How to Detect Pedestrians and Bicyclists in a Cityscape Video

by Eric VanBuhler | 5/19/2022  |  Object Detection  | 5 min read

Detecting pedestrians and bicyclists in a cityscape scene is a crucial part of autonomous driving applications. Autonomous vehicles need to determine how far away pedestrians and bicyclists are, as well as what their intentions are. A simple way to detect people and bicycles is to use Object Detection. However, in this case we need much more detailed information about the exact locations of the pedestrians and bicyclists than Object Detection can provide, so we’ll use a technique called Semantic Segmentation, in which detections are done pixel-by-pixel, rather than with bounding boxes.

* note - alwaysAI provides a set of open source pre-trained models in the Model Catalog. The following example uses one of the starter models with a simple algorithm in order to achieve its goal.

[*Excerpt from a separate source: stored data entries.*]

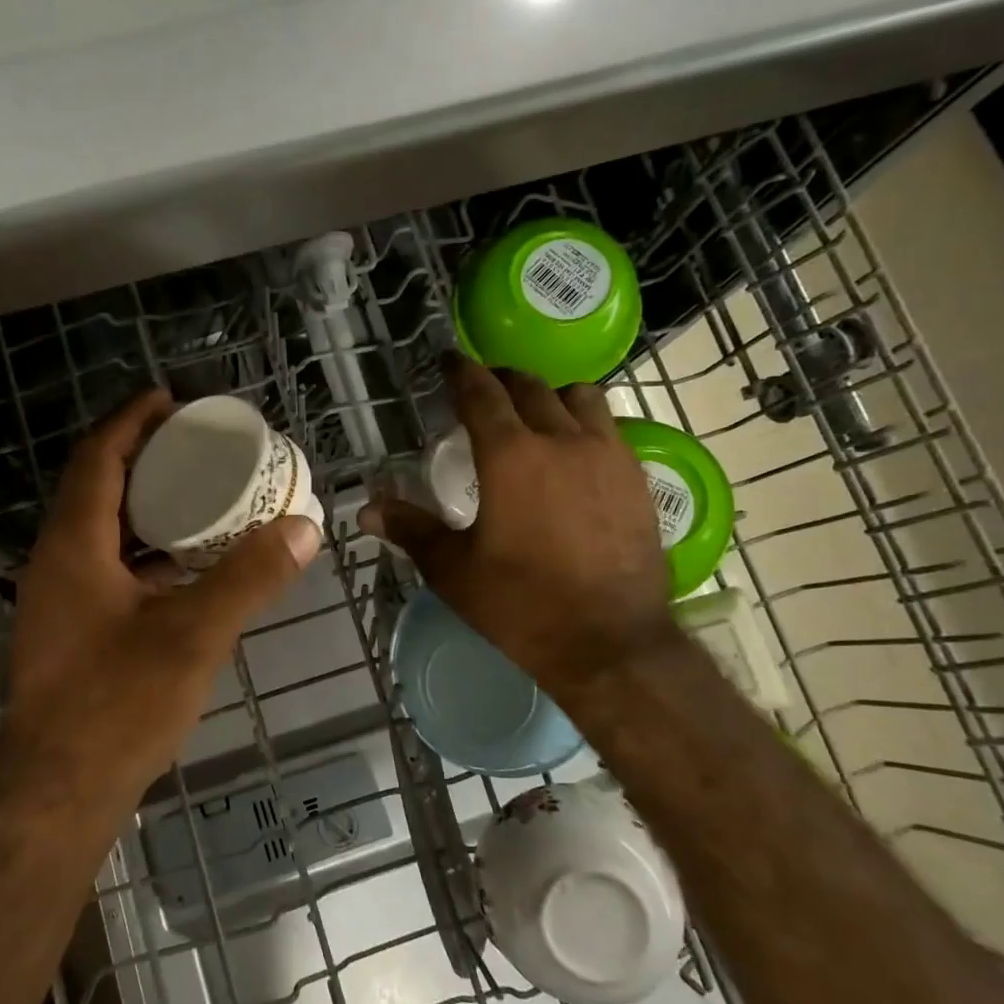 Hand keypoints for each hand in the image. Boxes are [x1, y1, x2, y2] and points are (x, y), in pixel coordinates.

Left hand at [0, 389, 322, 807]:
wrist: (55, 795)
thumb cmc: (117, 705)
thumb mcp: (194, 634)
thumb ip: (249, 577)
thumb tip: (304, 527)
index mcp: (73, 546)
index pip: (98, 458)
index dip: (131, 421)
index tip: (170, 397)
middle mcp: (56, 563)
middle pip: (97, 488)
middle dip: (143, 458)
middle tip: (197, 446)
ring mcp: (57, 601)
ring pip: (101, 532)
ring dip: (145, 507)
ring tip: (198, 497)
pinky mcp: (69, 632)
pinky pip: (106, 568)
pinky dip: (144, 552)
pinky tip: (183, 567)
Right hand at [359, 356, 676, 695]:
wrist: (610, 643)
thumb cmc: (521, 605)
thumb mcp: (453, 570)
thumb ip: (410, 529)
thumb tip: (366, 509)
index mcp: (510, 455)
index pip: (481, 394)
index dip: (461, 372)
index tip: (449, 360)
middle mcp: (561, 440)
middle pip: (530, 387)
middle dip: (502, 378)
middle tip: (484, 386)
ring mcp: (607, 456)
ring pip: (580, 397)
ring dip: (550, 394)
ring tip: (535, 412)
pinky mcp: (637, 478)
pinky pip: (610, 428)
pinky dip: (585, 423)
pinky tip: (575, 450)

Removing Pedestrians and Bicyclists from a Video

In this tutorial, we’ll use the ENet computer vision model to segment pedestrians and bicyclists in each frame of a video, and then use the results to perform actions based on the locations of the pedestrians and bicyclists. To keep this application simple, we’ll use the detections to edit the output video, removing the pedestrians and bicyclists from the video. The alwaysAI semantic_segmentation_cityscape starter app runs the ENet model on a series of cityscape images, so it will be a great starting point for us.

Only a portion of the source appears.